• **Required work**
Nothing but the records, repeated exactly, should form the response.

• **Given information**
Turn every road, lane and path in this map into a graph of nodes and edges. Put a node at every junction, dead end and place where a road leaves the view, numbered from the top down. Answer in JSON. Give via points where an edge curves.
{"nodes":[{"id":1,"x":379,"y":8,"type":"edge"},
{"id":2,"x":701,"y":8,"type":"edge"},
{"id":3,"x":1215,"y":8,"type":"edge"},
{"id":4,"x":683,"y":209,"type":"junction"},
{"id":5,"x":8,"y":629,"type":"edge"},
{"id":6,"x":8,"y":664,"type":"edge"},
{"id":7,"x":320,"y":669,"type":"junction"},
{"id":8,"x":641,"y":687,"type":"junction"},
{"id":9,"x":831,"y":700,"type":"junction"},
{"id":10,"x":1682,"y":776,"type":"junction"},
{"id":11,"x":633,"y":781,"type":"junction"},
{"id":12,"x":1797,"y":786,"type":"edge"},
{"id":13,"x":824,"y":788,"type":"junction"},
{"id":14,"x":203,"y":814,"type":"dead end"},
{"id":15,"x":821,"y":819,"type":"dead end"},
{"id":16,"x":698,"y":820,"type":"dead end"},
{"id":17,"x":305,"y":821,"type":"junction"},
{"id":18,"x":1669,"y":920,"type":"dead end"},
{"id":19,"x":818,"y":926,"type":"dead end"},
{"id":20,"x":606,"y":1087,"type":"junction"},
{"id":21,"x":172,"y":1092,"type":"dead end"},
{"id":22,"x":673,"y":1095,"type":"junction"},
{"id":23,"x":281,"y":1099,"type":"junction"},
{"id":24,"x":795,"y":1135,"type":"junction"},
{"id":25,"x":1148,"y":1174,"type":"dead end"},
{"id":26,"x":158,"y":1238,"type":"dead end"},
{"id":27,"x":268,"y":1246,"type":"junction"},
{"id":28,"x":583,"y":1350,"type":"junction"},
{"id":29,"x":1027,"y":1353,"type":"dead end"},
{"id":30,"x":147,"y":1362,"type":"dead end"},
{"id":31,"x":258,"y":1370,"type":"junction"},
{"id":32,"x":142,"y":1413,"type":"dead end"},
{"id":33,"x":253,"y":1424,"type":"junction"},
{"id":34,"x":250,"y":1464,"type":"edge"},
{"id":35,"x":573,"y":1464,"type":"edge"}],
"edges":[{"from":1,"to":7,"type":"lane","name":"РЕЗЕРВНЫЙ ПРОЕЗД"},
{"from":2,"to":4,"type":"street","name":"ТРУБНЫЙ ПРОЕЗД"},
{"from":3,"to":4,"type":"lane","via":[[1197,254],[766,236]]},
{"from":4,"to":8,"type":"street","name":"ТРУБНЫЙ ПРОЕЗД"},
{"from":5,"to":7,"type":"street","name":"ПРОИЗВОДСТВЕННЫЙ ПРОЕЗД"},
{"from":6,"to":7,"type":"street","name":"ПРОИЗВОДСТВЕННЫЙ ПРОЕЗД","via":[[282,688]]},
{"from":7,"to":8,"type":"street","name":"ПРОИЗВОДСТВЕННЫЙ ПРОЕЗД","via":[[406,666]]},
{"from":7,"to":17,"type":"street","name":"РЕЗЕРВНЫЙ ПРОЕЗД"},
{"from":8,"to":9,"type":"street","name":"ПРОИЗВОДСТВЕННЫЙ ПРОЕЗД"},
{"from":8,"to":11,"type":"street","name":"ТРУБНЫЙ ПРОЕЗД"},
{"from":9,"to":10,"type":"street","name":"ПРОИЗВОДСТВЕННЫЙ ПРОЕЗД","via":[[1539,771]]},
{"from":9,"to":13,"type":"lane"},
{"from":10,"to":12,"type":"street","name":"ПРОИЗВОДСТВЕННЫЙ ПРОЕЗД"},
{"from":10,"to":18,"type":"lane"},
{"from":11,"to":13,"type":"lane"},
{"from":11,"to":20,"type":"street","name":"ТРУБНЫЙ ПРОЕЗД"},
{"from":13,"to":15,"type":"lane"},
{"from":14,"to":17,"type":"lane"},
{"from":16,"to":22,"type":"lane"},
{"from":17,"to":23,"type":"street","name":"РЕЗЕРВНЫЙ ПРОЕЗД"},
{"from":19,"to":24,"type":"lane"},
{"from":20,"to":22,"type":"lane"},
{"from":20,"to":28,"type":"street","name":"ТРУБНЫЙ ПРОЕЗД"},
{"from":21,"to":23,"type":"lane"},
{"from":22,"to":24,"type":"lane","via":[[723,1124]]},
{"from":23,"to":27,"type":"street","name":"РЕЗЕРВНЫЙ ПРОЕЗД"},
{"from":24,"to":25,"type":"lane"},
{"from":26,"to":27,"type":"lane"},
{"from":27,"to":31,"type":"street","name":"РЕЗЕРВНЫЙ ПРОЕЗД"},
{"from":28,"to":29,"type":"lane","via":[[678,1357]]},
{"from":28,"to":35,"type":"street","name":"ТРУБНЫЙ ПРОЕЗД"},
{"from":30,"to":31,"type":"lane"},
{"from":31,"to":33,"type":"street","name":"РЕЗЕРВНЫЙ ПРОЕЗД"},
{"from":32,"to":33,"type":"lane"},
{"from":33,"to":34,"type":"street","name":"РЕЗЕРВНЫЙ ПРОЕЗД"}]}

• **Solution to the exercise**
Turn every road, lane and path in this map into a graph of nodes and edges. Put a node at every junction, dead end and place where a road leaves the view, numbered from the top down. Answer in JSON. Give via points where an edge curves.
{"nodes":[{"id":1,"x":379,"y":8,"type":"edge"},
{"id":2,"x":701,"y":8,"type":"edge"},
{"id":3,"x":1215,"y":8,"type":"edge"},
{"id":4,"x":683,"y":209,"type":"junction"},
{"id":5,"x":8,"y":629,"type":"edge"},
{"id":6,"x":8,"y":664,"type":"edge"},
{"id":7,"x":320,"y":669,"type":"junction"},
{"id":8,"x":641,"y":687,"type":"junction"},
{"id":9,"x":831,"y":700,"type":"junction"},
{"id":10,"x":1682,"y":776,"type":"junction"},
{"id":11,"x":633,"y":781,"type":"junction"},
{"id":12,"x":1797,"y":786,"type":"edge"},
{"id":13,"x":824,"y":788,"type":"junction"},
{"id":14,"x":203,"y":814,"type":"dead end"},
{"id":15,"x":821,"y":819,"type":"dead end"},
{"id":16,"x":698,"y":820,"type":"dead end"},
{"id":17,"x":305,"y":821,"type":"junction"},
{"id":18,"x":1669,"y":920,"type":"dead end"},
{"id":19,"x":818,"y":926,"type":"dead end"},
{"id":20,"x":606,"y":1087,"type":"junction"},
{"id":21,"x":172,"y":1092,"type":"dead end"},
{"id":22,"x":673,"y":1095,"type":"junction"},
{"id":23,"x":281,"y":1099,"type":"junction"},
{"id":24,"x":795,"y":1135,"type":"junction"},
{"id":25,"x":1148,"y":1174,"type":"dead end"},
{"id":26,"x":158,"y":1238,"type":"dead end"},
{"id":27,"x":268,"y":1246,"type":"junction"},
{"id":28,"x":583,"y":1350,"type":"junction"},
{"id":29,"x":1027,"y":1353,"type":"dead end"},
{"id":30,"x":147,"y":1362,"type":"dead end"},
{"id":31,"x":258,"y":1370,"type":"junction"},
{"id":32,"x":142,"y":1413,"type":"dead end"},
{"id":33,"x":253,"y":1424,"type":"junction"},
{"id":34,"x":250,"y":1464,"type":"edge"},
{"id":35,"x":573,"y":1464,"type":"edge"}],
"edges":[{"from":1,"to":7,"type":"lane","name":"РЕЗЕРВНЫЙ ПРОЕЗД"},
{"from":2,"to":4,"type":"street","name":"ТРУБНЫЙ ПРОЕЗД"},
{"from":3,"to":4,"type":"lane","via":[[1197,254],[766,236]]},
{"from":4,"to":8,"type":"street","name":"ТРУБНЫЙ ПРОЕЗД"},
{"from":5,"to":7,"type":"street","name":"ПРОИЗВОДСТВЕННЫЙ ПРОЕЗД"},
{"from":6,"to":7,"type":"street","name":"ПРОИЗВОДСТВЕННЫЙ ПРОЕЗД","via":[[282,688]]},
{"from":7,"to":8,"type":"street","name":"ПРОИЗВОДСТВЕННЫЙ ПРОЕЗД","via":[[406,666]]},
{"from":7,"to":17,"type":"street","name":"РЕЗЕРВНЫЙ ПРОЕЗД"},
{"from":8,"to":9,"type":"street","name":"ПРОИЗВОДСТВЕННЫЙ ПРОЕЗД"},
{"from":8,"to":11,"type":"street","name":"ТРУБНЫЙ ПРОЕЗД"},
{"from":9,"to":10,"type":"street","name":"ПРОИЗВОДСТВЕННЫЙ ПРОЕЗД","via":[[1539,771]]},
{"from":9,"to":13,"type":"lane"},
{"from":10,"to":12,"type":"street","name":"ПРОИЗВОДСТВЕННЫЙ ПРОЕЗД"},
{"from":10,"to":18,"type":"lane"},
{"from":11,"to":13,"type":"lane"},
{"from":11,"to":20,"type":"street","name":"ТРУБНЫЙ ПРОЕЗД"},
{"from":13,"to":15,"type":"lane"},
{"from":14,"to":17,"type":"lane"},
{"from":16,"to":22,"type":"lane"},
{"from":17,"to":23,"type":"street","name":"РЕЗЕРВНЫЙ ПРОЕЗД"},
{"from":19,"to":24,"type":"lane"},
{"from":20,"to":22,"type":"lane"},
{"from":20,"to":28,"type":"street","name":"ТРУБНЫЙ ПРОЕЗД"},
{"from":21,"to":23,"type":"lane"},
{"from":22,"to":24,"type":"lane","via":[[723,1124]]},
{"from":23,"to":27,"type":"street","name":"РЕЗЕРВНЫЙ ПРОЕЗД"},
{"from":24,"to":25,"type":"lane"},
{"from":26,"to":27,"type":"lane"},
{"from":27,"to":31,"type":"street","name":"РЕЗЕРВНЫЙ ПРОЕЗД"},
{"from":28,"to":29,"type":"lane","via":[[678,1357]]},
{"from":28,"to":35,"type":"street","name":"ТРУБНЫЙ ПРОЕЗД"},
{"from":30,"to":31,"type":"lane"},
{"from":31,"to":33,"type":"street","name":"РЕЗЕРВНЫЙ ПРОЕЗД"},
{"from":32,"to":33,"type":"lane"},
{"from":33,"to":34,"type":"street","name":"РЕЗЕРВНЫЙ ПРОЕЗД"}]}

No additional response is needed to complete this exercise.